• **SUPPLIED DATA**:
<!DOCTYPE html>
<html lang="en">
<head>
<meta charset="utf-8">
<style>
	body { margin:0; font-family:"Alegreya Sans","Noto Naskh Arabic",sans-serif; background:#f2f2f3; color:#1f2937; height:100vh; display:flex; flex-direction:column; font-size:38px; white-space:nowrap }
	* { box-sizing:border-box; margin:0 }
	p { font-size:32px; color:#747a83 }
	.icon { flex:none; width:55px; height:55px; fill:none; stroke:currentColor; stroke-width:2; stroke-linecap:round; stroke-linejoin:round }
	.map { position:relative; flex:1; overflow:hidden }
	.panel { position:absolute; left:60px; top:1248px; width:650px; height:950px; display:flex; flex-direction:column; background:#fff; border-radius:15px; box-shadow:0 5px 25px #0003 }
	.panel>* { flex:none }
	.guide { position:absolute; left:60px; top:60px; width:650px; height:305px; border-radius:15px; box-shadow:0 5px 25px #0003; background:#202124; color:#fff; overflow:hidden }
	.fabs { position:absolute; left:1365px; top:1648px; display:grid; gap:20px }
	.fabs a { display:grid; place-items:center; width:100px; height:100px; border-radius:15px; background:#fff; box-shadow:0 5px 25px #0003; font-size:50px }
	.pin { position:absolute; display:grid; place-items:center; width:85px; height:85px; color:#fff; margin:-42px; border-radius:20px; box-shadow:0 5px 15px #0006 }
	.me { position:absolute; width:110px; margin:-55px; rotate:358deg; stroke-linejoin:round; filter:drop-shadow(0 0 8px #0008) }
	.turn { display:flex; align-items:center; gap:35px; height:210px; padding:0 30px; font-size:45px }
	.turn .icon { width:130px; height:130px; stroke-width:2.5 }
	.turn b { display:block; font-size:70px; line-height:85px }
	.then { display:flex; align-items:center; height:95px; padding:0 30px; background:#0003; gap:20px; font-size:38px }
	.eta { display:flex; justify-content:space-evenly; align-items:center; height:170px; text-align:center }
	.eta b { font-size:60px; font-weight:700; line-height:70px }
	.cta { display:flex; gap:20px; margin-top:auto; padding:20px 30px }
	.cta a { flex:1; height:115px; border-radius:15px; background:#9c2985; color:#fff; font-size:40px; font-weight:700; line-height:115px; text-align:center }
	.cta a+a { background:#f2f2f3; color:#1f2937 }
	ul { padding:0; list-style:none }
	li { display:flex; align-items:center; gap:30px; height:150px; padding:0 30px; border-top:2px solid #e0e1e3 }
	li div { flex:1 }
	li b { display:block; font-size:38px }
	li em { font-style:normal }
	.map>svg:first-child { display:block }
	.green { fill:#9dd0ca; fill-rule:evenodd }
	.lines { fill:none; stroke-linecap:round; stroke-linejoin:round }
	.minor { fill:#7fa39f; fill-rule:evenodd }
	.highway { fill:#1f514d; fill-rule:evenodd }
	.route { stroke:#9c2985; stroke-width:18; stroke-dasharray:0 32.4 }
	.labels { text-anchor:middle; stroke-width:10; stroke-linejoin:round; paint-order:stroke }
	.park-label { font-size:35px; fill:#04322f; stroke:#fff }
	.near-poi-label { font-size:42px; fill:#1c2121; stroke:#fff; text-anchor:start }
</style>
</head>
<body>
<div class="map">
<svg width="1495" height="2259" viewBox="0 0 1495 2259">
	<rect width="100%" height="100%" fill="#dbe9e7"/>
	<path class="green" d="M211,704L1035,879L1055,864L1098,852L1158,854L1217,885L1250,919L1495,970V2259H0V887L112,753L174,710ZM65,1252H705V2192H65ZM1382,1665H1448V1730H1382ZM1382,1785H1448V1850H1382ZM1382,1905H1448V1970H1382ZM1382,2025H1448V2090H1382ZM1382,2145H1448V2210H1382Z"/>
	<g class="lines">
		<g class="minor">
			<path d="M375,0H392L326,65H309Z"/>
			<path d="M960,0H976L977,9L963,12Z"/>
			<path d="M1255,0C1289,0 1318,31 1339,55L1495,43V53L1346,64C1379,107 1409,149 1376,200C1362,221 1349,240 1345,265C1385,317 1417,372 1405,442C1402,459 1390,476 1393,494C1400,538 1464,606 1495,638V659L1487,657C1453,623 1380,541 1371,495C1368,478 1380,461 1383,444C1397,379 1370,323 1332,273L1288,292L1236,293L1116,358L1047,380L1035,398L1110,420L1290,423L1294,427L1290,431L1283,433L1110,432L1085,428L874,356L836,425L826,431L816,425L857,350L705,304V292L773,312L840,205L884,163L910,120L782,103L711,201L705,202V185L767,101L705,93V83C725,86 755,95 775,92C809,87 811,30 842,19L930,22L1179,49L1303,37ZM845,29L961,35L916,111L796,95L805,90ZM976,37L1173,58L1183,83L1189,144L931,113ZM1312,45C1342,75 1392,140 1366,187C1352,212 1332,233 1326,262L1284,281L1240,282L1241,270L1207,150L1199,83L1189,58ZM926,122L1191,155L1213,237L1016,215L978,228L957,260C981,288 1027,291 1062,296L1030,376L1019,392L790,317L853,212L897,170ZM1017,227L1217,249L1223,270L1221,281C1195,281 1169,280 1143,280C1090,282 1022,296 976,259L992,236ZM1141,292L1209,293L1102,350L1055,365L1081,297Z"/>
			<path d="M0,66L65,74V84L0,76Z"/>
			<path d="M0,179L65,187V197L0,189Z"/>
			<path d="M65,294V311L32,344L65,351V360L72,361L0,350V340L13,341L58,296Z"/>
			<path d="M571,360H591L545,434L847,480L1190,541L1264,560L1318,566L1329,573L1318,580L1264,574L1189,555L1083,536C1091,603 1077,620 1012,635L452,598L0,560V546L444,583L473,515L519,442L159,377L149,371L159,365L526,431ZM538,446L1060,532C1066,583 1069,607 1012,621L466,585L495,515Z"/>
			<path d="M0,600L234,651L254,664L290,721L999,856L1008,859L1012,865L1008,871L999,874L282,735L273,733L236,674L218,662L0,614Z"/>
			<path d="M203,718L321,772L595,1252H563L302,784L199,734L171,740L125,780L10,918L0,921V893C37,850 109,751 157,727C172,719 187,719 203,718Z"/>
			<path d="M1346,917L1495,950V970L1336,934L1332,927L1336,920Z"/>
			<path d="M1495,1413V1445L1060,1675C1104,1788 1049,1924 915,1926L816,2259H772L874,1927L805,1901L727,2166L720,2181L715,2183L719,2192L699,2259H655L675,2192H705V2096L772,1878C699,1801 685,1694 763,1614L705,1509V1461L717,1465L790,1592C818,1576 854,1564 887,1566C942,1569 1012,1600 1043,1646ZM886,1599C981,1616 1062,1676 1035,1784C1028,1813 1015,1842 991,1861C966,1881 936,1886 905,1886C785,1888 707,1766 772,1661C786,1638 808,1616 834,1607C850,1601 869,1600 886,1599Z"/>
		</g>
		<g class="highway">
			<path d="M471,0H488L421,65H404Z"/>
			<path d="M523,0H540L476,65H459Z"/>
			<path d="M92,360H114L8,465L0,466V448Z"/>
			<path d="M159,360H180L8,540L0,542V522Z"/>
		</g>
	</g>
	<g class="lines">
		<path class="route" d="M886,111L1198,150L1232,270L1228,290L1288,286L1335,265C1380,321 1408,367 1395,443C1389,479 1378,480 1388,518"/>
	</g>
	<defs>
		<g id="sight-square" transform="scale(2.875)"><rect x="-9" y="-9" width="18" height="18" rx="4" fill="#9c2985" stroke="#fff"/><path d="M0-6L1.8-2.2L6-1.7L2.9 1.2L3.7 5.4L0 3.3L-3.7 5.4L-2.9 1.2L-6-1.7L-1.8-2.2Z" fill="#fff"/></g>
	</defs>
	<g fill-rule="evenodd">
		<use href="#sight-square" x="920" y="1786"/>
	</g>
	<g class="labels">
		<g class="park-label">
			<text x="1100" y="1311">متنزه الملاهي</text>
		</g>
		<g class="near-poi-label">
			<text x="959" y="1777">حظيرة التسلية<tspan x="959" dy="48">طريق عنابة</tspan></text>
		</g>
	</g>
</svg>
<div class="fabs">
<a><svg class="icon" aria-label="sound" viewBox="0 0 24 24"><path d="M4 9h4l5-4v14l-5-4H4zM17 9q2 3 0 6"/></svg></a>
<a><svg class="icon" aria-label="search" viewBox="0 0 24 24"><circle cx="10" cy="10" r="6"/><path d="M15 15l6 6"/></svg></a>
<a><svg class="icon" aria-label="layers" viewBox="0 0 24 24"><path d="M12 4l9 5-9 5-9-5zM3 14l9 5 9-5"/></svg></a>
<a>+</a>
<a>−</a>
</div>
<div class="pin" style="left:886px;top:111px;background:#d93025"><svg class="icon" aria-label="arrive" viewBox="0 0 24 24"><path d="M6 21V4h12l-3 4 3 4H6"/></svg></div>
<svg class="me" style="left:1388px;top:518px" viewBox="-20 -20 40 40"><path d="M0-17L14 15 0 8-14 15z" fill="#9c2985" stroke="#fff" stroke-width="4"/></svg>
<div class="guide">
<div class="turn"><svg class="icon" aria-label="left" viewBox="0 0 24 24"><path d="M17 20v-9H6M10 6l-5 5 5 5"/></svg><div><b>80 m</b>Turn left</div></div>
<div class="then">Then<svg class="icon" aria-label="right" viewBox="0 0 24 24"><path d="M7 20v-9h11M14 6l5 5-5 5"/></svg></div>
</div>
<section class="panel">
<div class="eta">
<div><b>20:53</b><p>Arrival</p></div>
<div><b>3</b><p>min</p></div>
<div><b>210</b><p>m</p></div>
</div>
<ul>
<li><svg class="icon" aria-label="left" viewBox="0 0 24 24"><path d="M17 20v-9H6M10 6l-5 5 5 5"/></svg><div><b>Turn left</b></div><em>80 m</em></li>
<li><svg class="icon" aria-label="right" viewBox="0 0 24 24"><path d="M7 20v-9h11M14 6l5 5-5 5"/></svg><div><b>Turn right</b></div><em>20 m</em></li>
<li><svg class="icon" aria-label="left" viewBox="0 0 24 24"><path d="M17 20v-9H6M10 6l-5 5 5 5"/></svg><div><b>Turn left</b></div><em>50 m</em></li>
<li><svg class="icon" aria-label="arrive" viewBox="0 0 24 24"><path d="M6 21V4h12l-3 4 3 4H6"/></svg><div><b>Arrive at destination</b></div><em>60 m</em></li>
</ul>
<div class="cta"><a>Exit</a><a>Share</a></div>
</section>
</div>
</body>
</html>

• **PROBLEM**: Each line in the data that holds the string "column" needs to be copied.

• **WRITTEN RESPONSE**:
	body { margin:0; font-family:"Alegreya Sans","Noto Naskh Arabic",sans-serif; background:#f2f2f3; color:#1f2937; height:100vh; display:flex; flex-direction:column; font-size:38px; white-space:nowrap }
	.panel { position:absolute; left:60px; top:1248px; width:650px; height:950px; display:flex; flex-direction:column; background:#fff; border-radius:15px; box-shadow:0 5px 25px #0003 }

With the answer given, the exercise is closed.